(EXTRACTED ENTRIES)

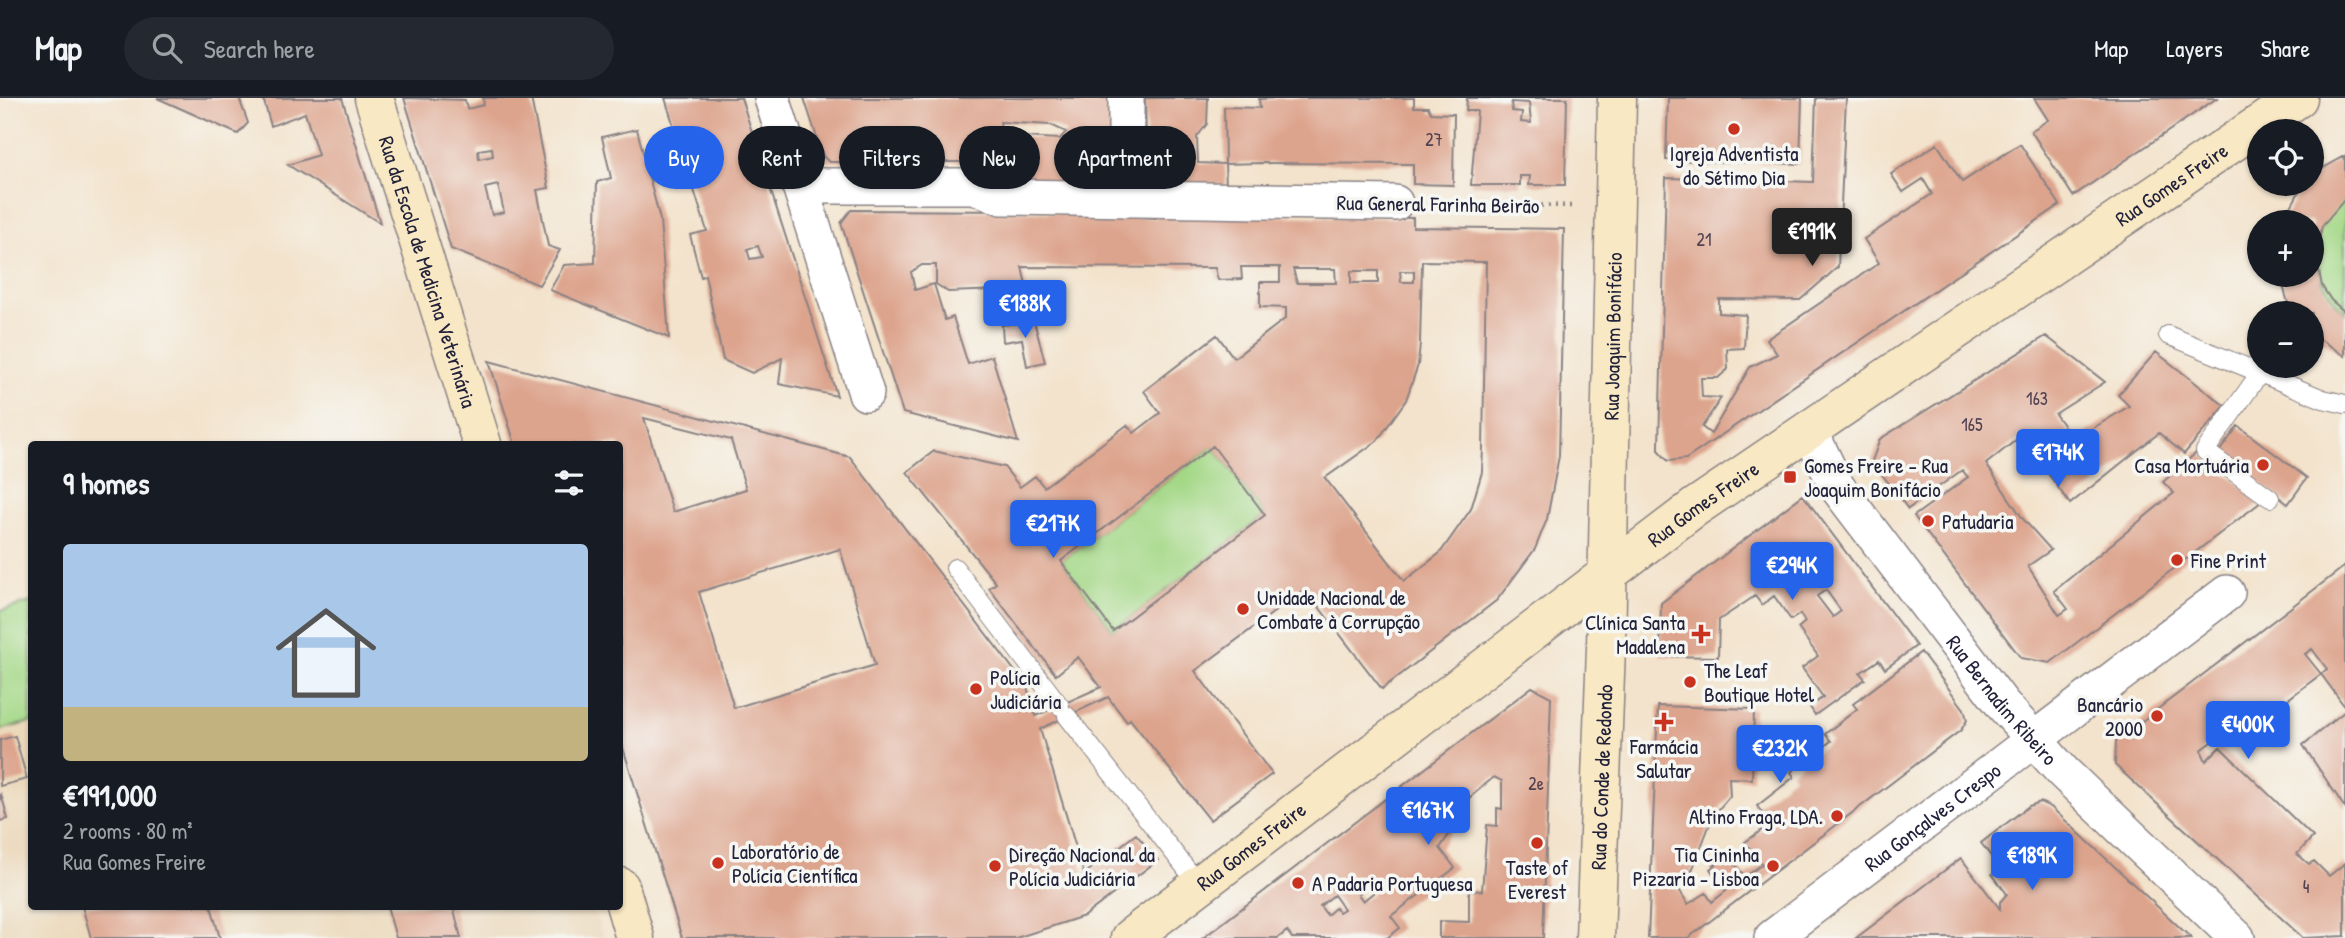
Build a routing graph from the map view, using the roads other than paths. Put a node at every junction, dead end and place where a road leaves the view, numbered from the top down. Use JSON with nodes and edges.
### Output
{"nodes":[{"id":1,"x":374,"y":98,"type":"edge"},
{"id":2,"x":772,"y":98,"type":"edge"},
{"id":3,"x":1126,"y":98,"type":"edge"},
{"id":4,"x":1617,"y":98,"type":"edge"},
{"id":5,"x":2298,"y":98,"type":"edge"},
{"id":6,"x":781,"y":126,"type":"edge"},
{"id":7,"x":825,"y":186,"type":"edge"},
{"id":8,"x":801,"y":189,"type":"edge"},
{"id":9,"x":1126,"y":199,"type":"junction"},
{"id":10,"x":1395,"y":203,"type":"road end"},
{"id":11,"x":2168,"y":335,"type":"dead end"},
{"id":12,"x":2247,"y":368,"type":"edge"},
{"id":13,"x":2256,"y":378,"type":"edge"},
{"id":14,"x":2272,"y":378,"type":"edge"},
{"id":15,"x":866,"y":393,"type":"dead end"},
{"id":16,"x":2345,"y":404,"type":"edge"},
{"id":17,"x":1810,"y":429,"type":"junction"},
{"id":18,"x":481,"y":441,"type":"edge"},
{"id":19,"x":2270,"y":498,"type":"dead end"},
{"id":20,"x":956,"y":568,"type":"dead end"},
{"id":21,"x":1606,"y":575,"type":"junction"},
{"id":22,"x":2227,"y":593,"type":"dead end"},
{"id":23,"x":2033,"y":740,"type":"junction"},
{"id":24,"x":1199,"y":886,"type":"junction"},
{"id":25,"x":623,"y":897,"type":"edge"},
{"id":26,"x":635,"y":938,"type":"edge"},
{"id":27,"x":1130,"y":938,"type":"edge"},
{"id":28,"x":1595,"y":938,"type":"edge"},
{"id":29,"x":1772,"y":938,"type":"edge"},
{"id":30,"x":2236,"y":938,"type":"edge"}],
"edges":[{"from":1,"to":18,"type":"street","name":"Rua da Escola de Medicina Veterinária"},
{"from":2,"to":6,"type":"street"},
{"from":3,"to":9,"type":"street"},
{"from":4,"to":21,"type":"street","name":"Rua Joaquim Bonifácio"},
{"from":5,"to":17,"type":"street","name":"Rua Gomes Freire"},
{"from":7,"to":9,"type":"street","name":"Rua General Farinha Beirão"},
{"from":8,"to":15,"type":"street"},
{"from":9,"to":10,"type":"street","name":"Rua General Farinha Beirão"},
{"from":11,"to":12,"type":"lane"},
{"from":13,"to":19,"type":"lane"},
{"from":14,"to":16,"type":"lane"},
{"from":17,"to":21,"type":"street","name":"Rua Gomes Freire"},
{"from":17,"to":23,"type":"street","name":"Rua Bernadim Ribeiro"},
{"from":20,"to":24,"type":"lane"},
{"from":21,"to":24,"type":"street","name":"Rua Gomes Freire"},
{"from":21,"to":28,"type":"street","name":"Rua do Conde de Redondo"},
{"from":22,"to":23,"type":"street","name":"Rua Gonçalves Crespo"},
{"from":23,"to":29,"type":"street","name":"Rua Gonçalves Crespo"},
{"from":23,"to":30,"type":"street","name":"Rua Bernadim Ribeiro"},
{"from":24,"to":27,"type":"street","name":"Rua Gomes Freire"},
{"from":25,"to":26,"type":"street"}]}
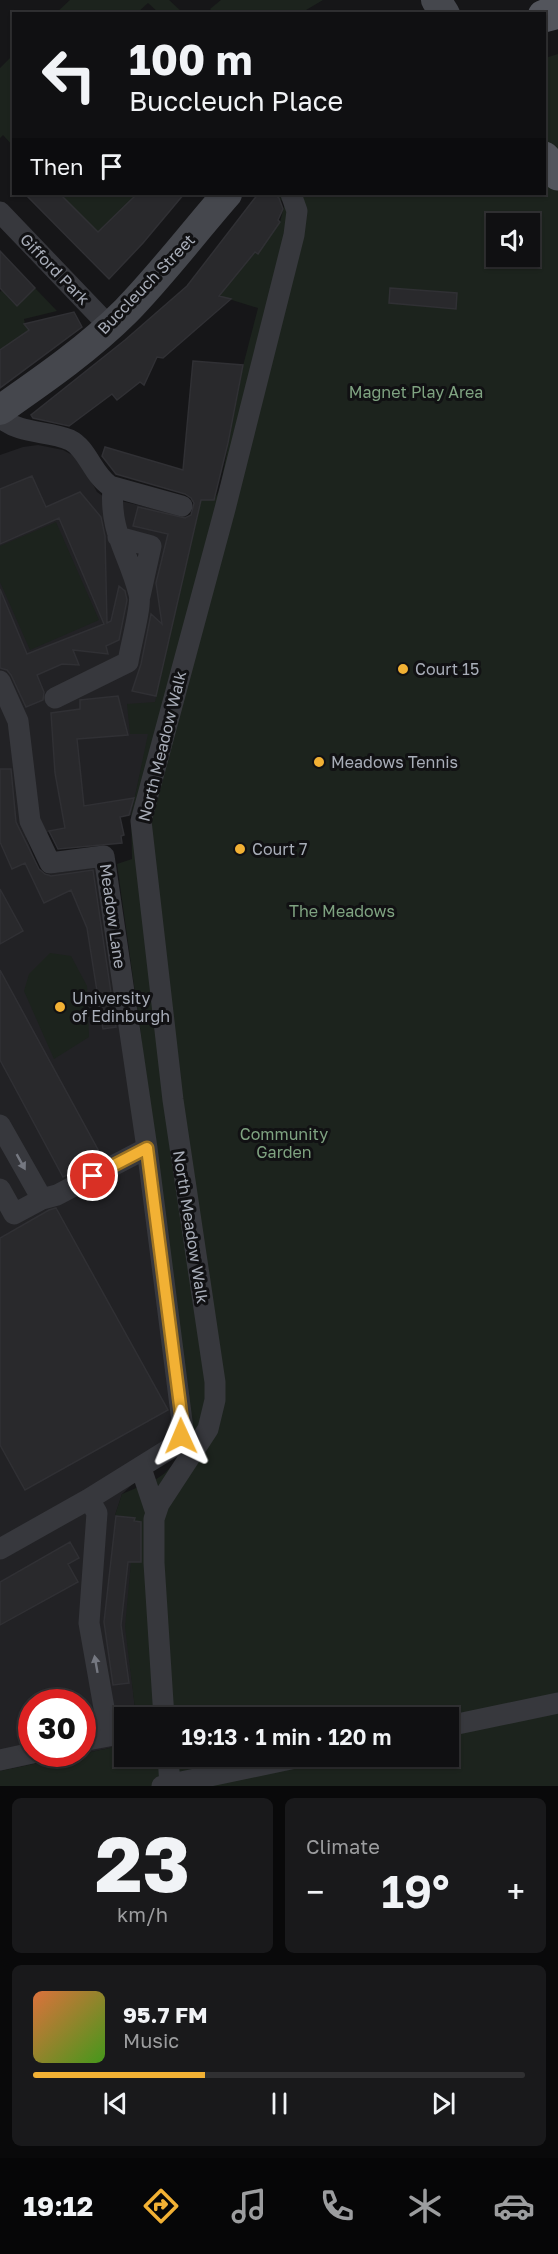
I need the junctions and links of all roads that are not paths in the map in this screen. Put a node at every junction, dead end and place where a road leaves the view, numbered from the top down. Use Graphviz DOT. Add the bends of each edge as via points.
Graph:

(End EXTRACTED ENTRIES)

WHAT NEEDS TO BE DONE: Set the records down again precisely, skipping every image.

PROBLEM SOLUTION:
Build a routing graph from the map view, using the roads other than paths. Put a node at every junction, dead end and place where a road leaves the view, numbered from the top down. Use JSON with nodes and edges.
### Output
{"nodes":[{"id":1,"x":374,"y":98,"type":"edge"},
{"id":2,"x":772,"y":98,"type":"edge"},
{"id":3,"x":1126,"y":98,"type":"edge"},
{"id":4,"x":1617,"y":98,"type":"edge"},
{"id":5,"x":2298,"y":98,"type":"edge"},
{"id":6,"x":781,"y":126,"type":"edge"},
{"id":7,"x":825,"y":186,"type":"edge"},
{"id":8,"x":801,"y":189,"type":"edge"},
{"id":9,"x":1126,"y":199,"type":"junction"},
{"id":10,"x":1395,"y":203,"type":"road end"},
{"id":11,"x":2168,"y":335,"type":"dead end"},
{"id":12,"x":2247,"y":368,"type":"edge"},
{"id":13,"x":2256,"y":378,"type":"edge"},
{"id":14,"x":2272,"y":378,"type":"edge"},
{"id":15,"x":866,"y":393,"type":"dead end"},
{"id":16,"x":2345,"y":404,"type":"edge"},
{"id":17,"x":1810,"y":429,"type":"junction"},
{"id":18,"x":481,"y":441,"type":"edge"},
{"id":19,"x":2270,"y":498,"type":"dead end"},
{"id":20,"x":956,"y":568,"type":"dead end"},
{"id":21,"x":1606,"y":575,"type":"junction"},
{"id":22,"x":2227,"y":593,"type":"dead end"},
{"id":23,"x":2033,"y":740,"type":"junction"},
{"id":24,"x":1199,"y":886,"type":"junction"},
{"id":25,"x":623,"y":897,"type":"edge"},
{"id":26,"x":635,"y":938,"type":"edge"},
{"id":27,"x":1130,"y":938,"type":"edge"},
{"id":28,"x":1595,"y":938,"type":"edge"},
{"id":29,"x":1772,"y":938,"type":"edge"},
{"id":30,"x":2236,"y":938,"type":"edge"}],
"edges":[{"from":1,"to":18,"type":"street","name":"Rua da Escola de Medicina Veterinária"},
{"from":2,"to":6,"type":"street"},
{"from":3,"to":9,"type":"street"},
{"from":4,"to":21,"type":"street","name":"Rua Joaquim Bonifácio"},
{"from":5,"to":17,"type":"street","name":"Rua Gomes Freire"},
{"from":7,"to":9,"type":"street","name":"Rua General Farinha Beirão"},
{"from":8,"to":15,"type":"street"},
{"from":9,"to":10,"type":"street","name":"Rua General Farinha Beirão"},
{"from":11,"to":12,"type":"lane"},
{"from":13,"to":19,"type":"lane"},
{"from":14,"to":16,"type":"lane"},
{"from":17,"to":21,"type":"street","name":"Rua Gomes Freire"},
{"from":17,"to":23,"type":"street","name":"Rua Bernadim Ribeiro"},
{"from":20,"to":24,"type":"lane"},
{"from":21,"to":24,"type":"street","name":"Rua Gomes Freire"},
{"from":21,"to":28,"type":"street","name":"Rua do Conde de Redondo"},
{"from":22,"to":23,"type":"street","name":"Rua Gonçalves Crespo"},
{"from":23,"to":29,"type":"street","name":"Rua Gonçalves Crespo"},
{"from":23,"to":30,"type":"street","name":"Rua Bernadim Ribeiro"},
{"from":24,"to":27,"type":"street","name":"Rua Gomes Freire"},
{"from":25,"to":26,"type":"street"}]}
I need the junctions and links of all roads that are not paths in the map in this screen. Put a node at every junction, dead end and place where a road leaves the view, numbered from the top down. Use Graphviz DOT. Add the bends of each edge as via points.
Graph:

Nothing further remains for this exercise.